Other meteorologists support the initiative—once they have heard about it. "These are the right kind of folks to do this," says Bruce Rose, a scientific consultant to the Weather Channel and its former principal scientist. "I would get behind it." However, an inquiry from The Wall Street Journal was the first he had heard about it.
In the meantime, Weather Channel has used a simpler measure, called "feels like," to express temperature in a temperature-like number, taking into account wind chill at low temperatures and humidity at high temperatures.

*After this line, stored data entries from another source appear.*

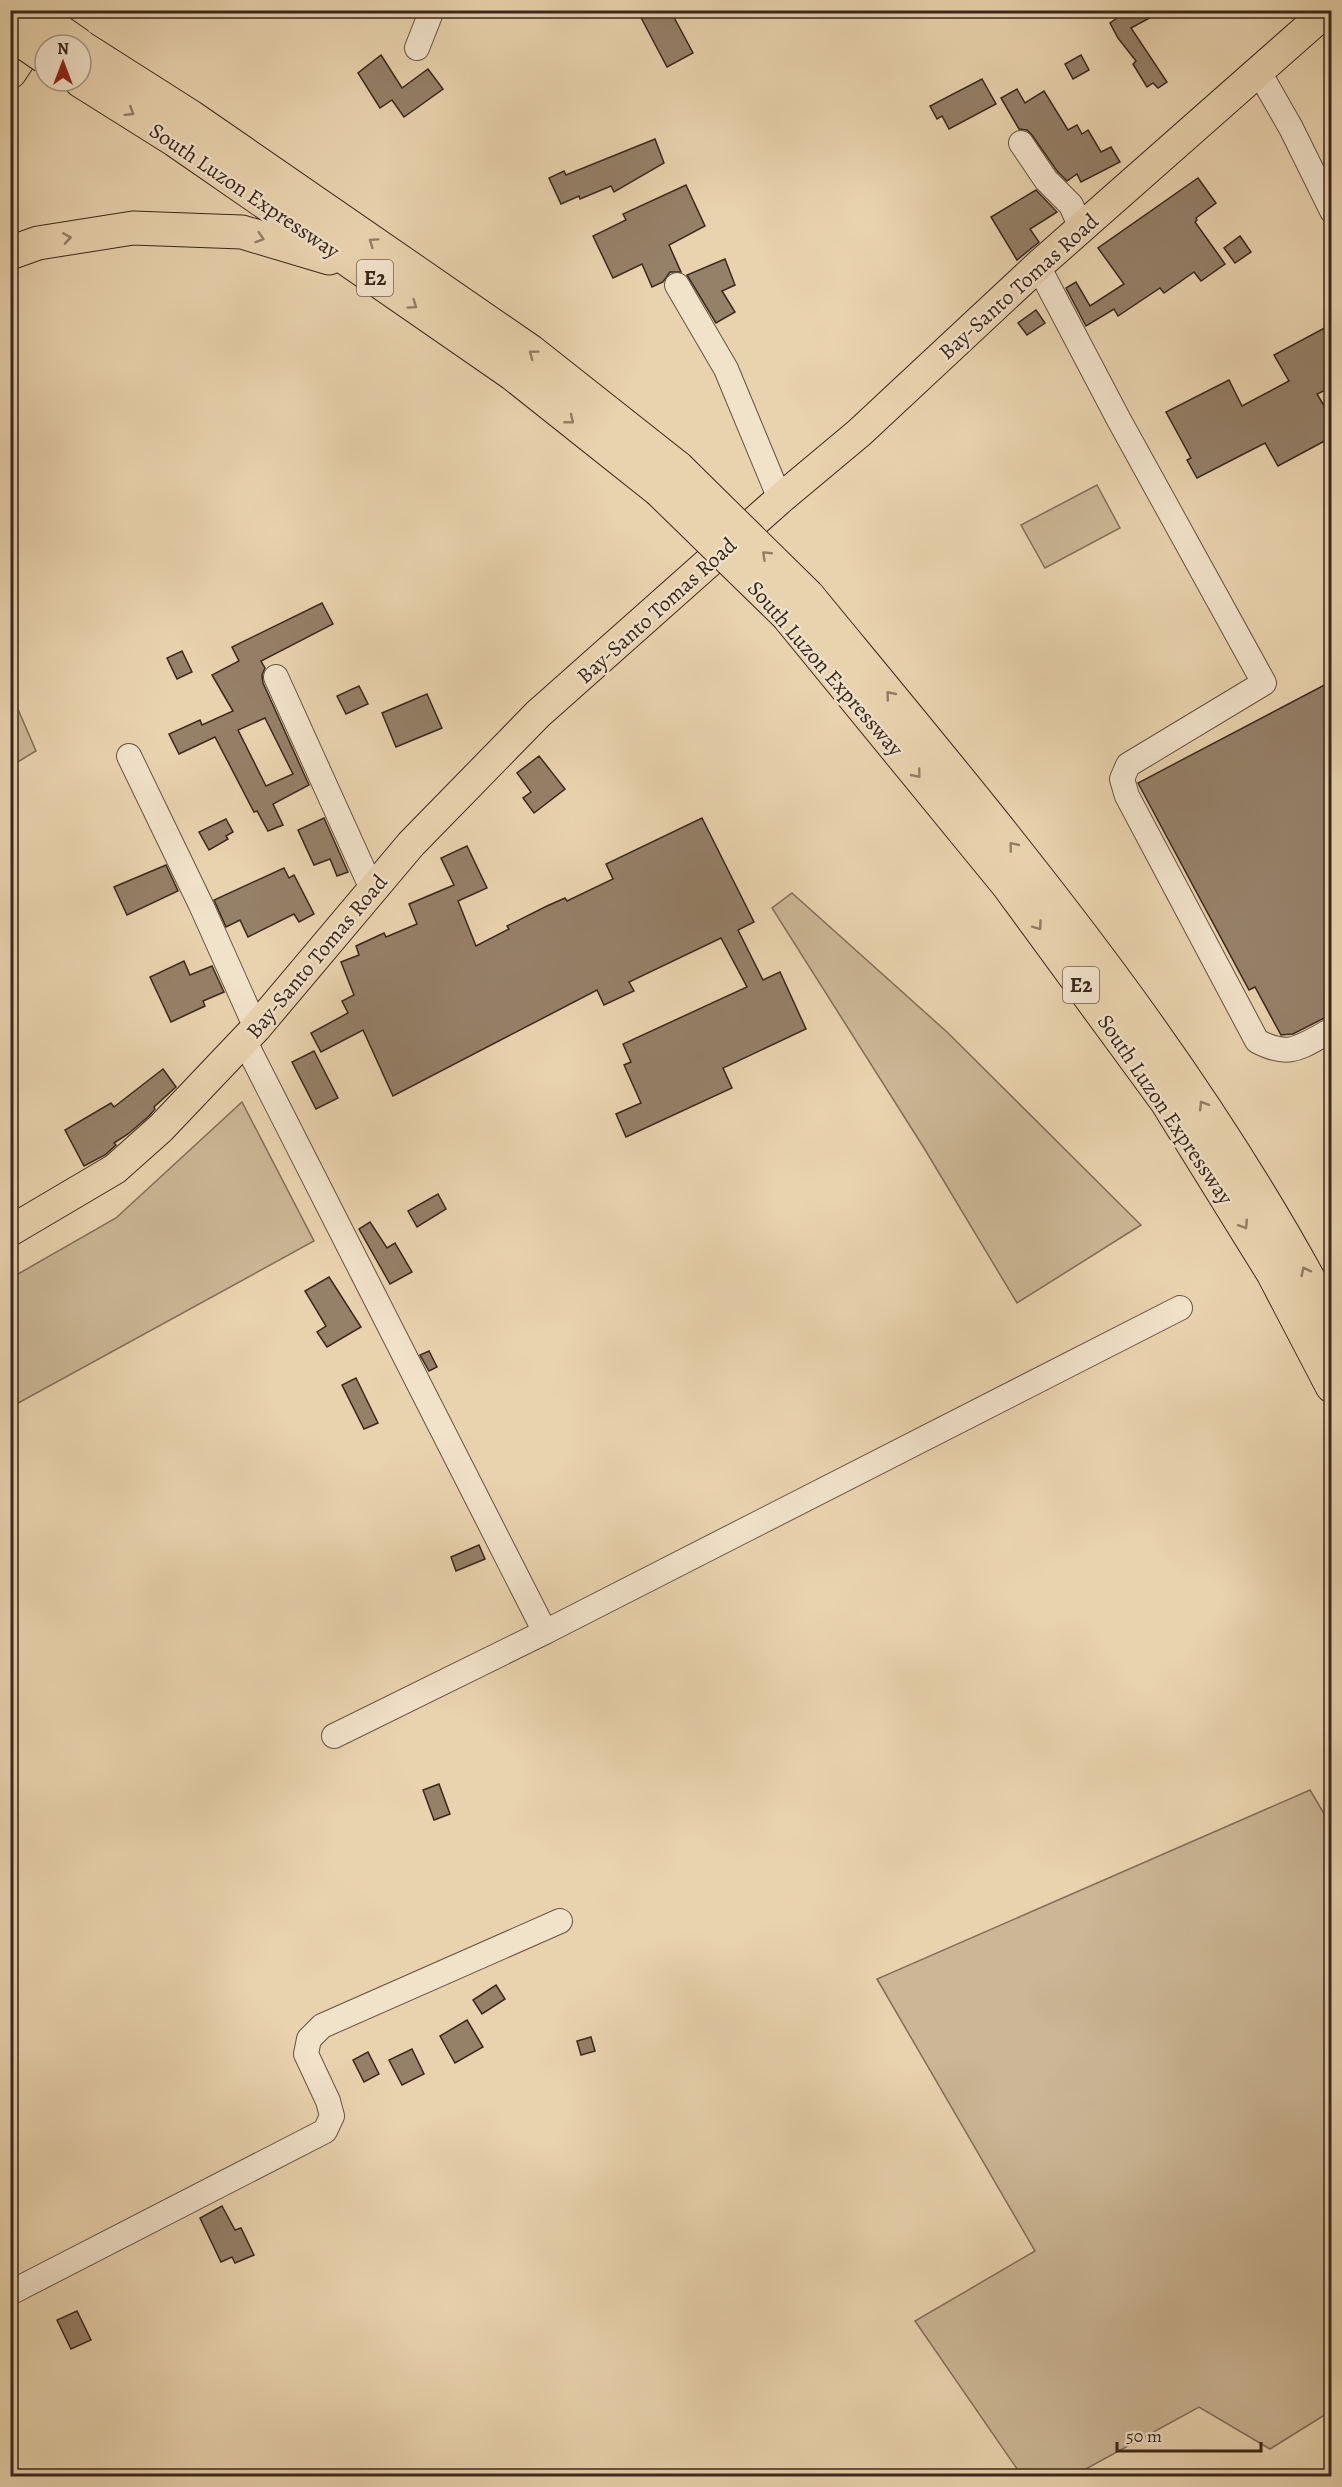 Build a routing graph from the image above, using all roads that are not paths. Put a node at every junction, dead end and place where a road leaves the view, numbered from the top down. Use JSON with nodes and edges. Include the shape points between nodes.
{"nodes":[{"id":1,"x":30,"y":10,"type":"edge"},
{"id":2,"x":51,"y":10,"type":"edge"},
{"id":3,"x":432,"y":10,"type":"edge"},
{"id":4,"x":1328,"y":10,"type":"edge"},
{"id":5,"x":10,"y":33,"type":"edge"},
{"id":6,"x":62,"y":33,"type":"edge"},
{"id":7,"x":10,"y":43,"type":"edge"},
{"id":8,"x":417,"y":48,"type":"dead end"},
{"id":9,"x":33,"y":49,"type":"edge"},
{"id":10,"x":93,"y":54,"type":"edge"},
{"id":11,"x":10,"y":72,"type":"edge"},
{"id":12,"x":1259,"y":72,"type":"junction"},
{"id":13,"x":93,"y":89,"type":"edge"},
{"id":14,"x":1021,"y":143,"type":"dead end"},
{"id":15,"x":1332,"y":211,"type":"edge"},
{"id":16,"x":1082,"y":228,"type":"junction"},
{"id":17,"x":10,"y":253,"type":"edge"},
{"id":18,"x":1038,"y":266,"type":"junction"},
{"id":19,"x":358,"y":267,"type":"junction"},
{"id":20,"x":677,"y":285,"type":"dead end"},
{"id":21,"x":668,"y":479,"type":"junction"},
{"id":22,"x":780,"y":499,"type":"junction"},
{"id":23,"x":797,"y":605,"type":"junction"},
{"id":24,"x":276,"y":677,"type":"dead end"},
{"id":25,"x":129,"y":756,"type":"dead end"},
{"id":26,"x":372,"y":889,"type":"junction"},
{"id":27,"x":1332,"y":1030,"type":"edge"},
{"id":28,"x":250,"y":1034,"type":"junction"},
{"id":29,"x":10,"y":1231,"type":"edge"},
{"id":30,"x":1180,"y":1308,"type":"dead end"},
{"id":31,"x":1332,"y":1323,"type":"edge"},
{"id":32,"x":1332,"y":1386,"type":"edge"},
{"id":33,"x":544,"y":1632,"type":"junction"},
{"id":34,"x":334,"y":1736,"type":"dead end"},
{"id":35,"x":560,"y":1921,"type":"dead end"},
{"id":36,"x":10,"y":2293,"type":"edge"}],
"edges":[{"from":1,"to":6,"type":"highway","name":"South Luzon Expressway","number":"E2","bridge":true},
{"from":1,"to":7,"type":"highway"},
{"from":2,"to":11,"type":"highway"},
{"from":3,"to":8,"type":"street"},
{"from":4,"to":12,"type":"main road","name":"Bay-Santo Tomas Road"},
{"from":5,"to":9,"type":"highway","bridge":true},
{"from":21,"to":10,"type":"highway","name":"South Luzon Expressway","number":"E2","one_way":true,"via":[[530,351],[201,123]]},
{"from":12,"to":15,"type":"street"},
{"from":12,"to":16,"type":"main road","name":"Bay-Santo Tomas Road"},
{"from":13,"to":19,"type":"highway","name":"South Luzon Expressway","number":"E2","one_way":true,"via":[[175,140]]},
{"from":14,"to":16,"type":"street","via":[[1046,180],[1071,205]]},
{"from":16,"to":18,"type":"main road","name":"Bay-Santo Tomas Road"},
{"from":17,"to":19,"type":"highway","one_way":true,"via":[[38,243],[134,228],[242,232]]},
{"from":18,"to":22,"type":"main road","name":"Bay-Santo Tomas Road","via":[[859,433]]},
{"from":18,"to":27,"type":"street","via":[[1264,683],[1128,765],[1122,780],[1127,796],[1257,1041],[1272,1049],[1291,1051]]},
{"from":19,"to":21,"type":"highway","name":"South Luzon Expressway","number":"E2","one_way":true},
{"from":20,"to":22,"type":"street","via":[[726,369]]},
{"from":21,"to":23,"type":"highway","name":"South Luzon Expressway","number":"E2","bridge":true},
{"from":22,"to":26,"type":"main road","name":"Bay-Santo Tomas Road","via":[[538,714]]},
{"from":31,"to":23,"type":"highway","name":"South Luzon Expressway","number":"E2","one_way":true,"via":[[1298,1258],[1191,1085],[1031,867]]},
{"from":23,"to":32,"type":"highway","name":"South Luzon Expressway","number":"E2","one_way":true,"via":[[1167,1102],[1273,1273]]},
{"from":24,"to":26,"type":"street"},
{"from":25,"to":28,"type":"street","via":[[201,905]]},
{"from":26,"to":28,"type":"main road","name":"Bay-Santo Tomas Road"},
{"from":28,"to":29,"type":"main road","name":"Bay-Santo Tomas Road","via":[[161,1128],[115,1169]]},
{"from":28,"to":33,"type":"street"},
{"from":30,"to":33,"type":"street"},
{"from":33,"to":34,"type":"street"},
{"from":35,"to":36,"type":"street","via":[[322,2026],[309,2039],[306,2054],[332,2116],[325,2131]]}]}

Weather Channel competitor Accuweather, meanwhile, uses an index it calls RealFeel Temperature, which it introduced in 1997. This past week, it began forecasting RealFeel along with other weather variables 25 days into the future. The company says it takes into account more than a dozen factors in computing RealFeel, but doesn't say what they are nor how it is computed.
If a temperature reading can't account for wind, humidity and even how individuals experience weather, then an average temperature for a city is even more limited. Yet it is often reported on weather sites and in travel guides.
Such averages—such as the reports that the winter was especially mild in the U.S. this past year—obscure variations during the day and throughout the time period in question. BizEE Software, a South Wales, U.K., company that develops software to help building managers assess their energy-fuel needs, publishes a measure called degree days for places around the world that highlights this variation in temperature. Degree days are the result of multiplying the time that a place is outside a comfortable range of temperature by the number of degrees it has strayed from that range.
This week, BizEE, at The Wall Street Journal's request, used the data to assess which cities' temperatures strayed outside the range of 60 degrees to 80 degrees Fahrenheit the most over the last year, and five years, through Wednesday. Temperature has its weaknesses, but is useful for indicating comfort, and the costs to maintain that comfort, while people are indoors—where humidity, sunlight and wind matter less. The results show that organizers of the 2016 summer Olympics and 2014 World Cup, both in Brazil, may have had their eyes on the weather. Rio de Janeiro and Sao Paolo ranked second and third, respectively, among 66 large global cities in staying the closest to that comfort range.
"Being a total geek, I'll look at degree days over average temperature when going on holiday," says Martin Bromley, one of two directors of BizEE.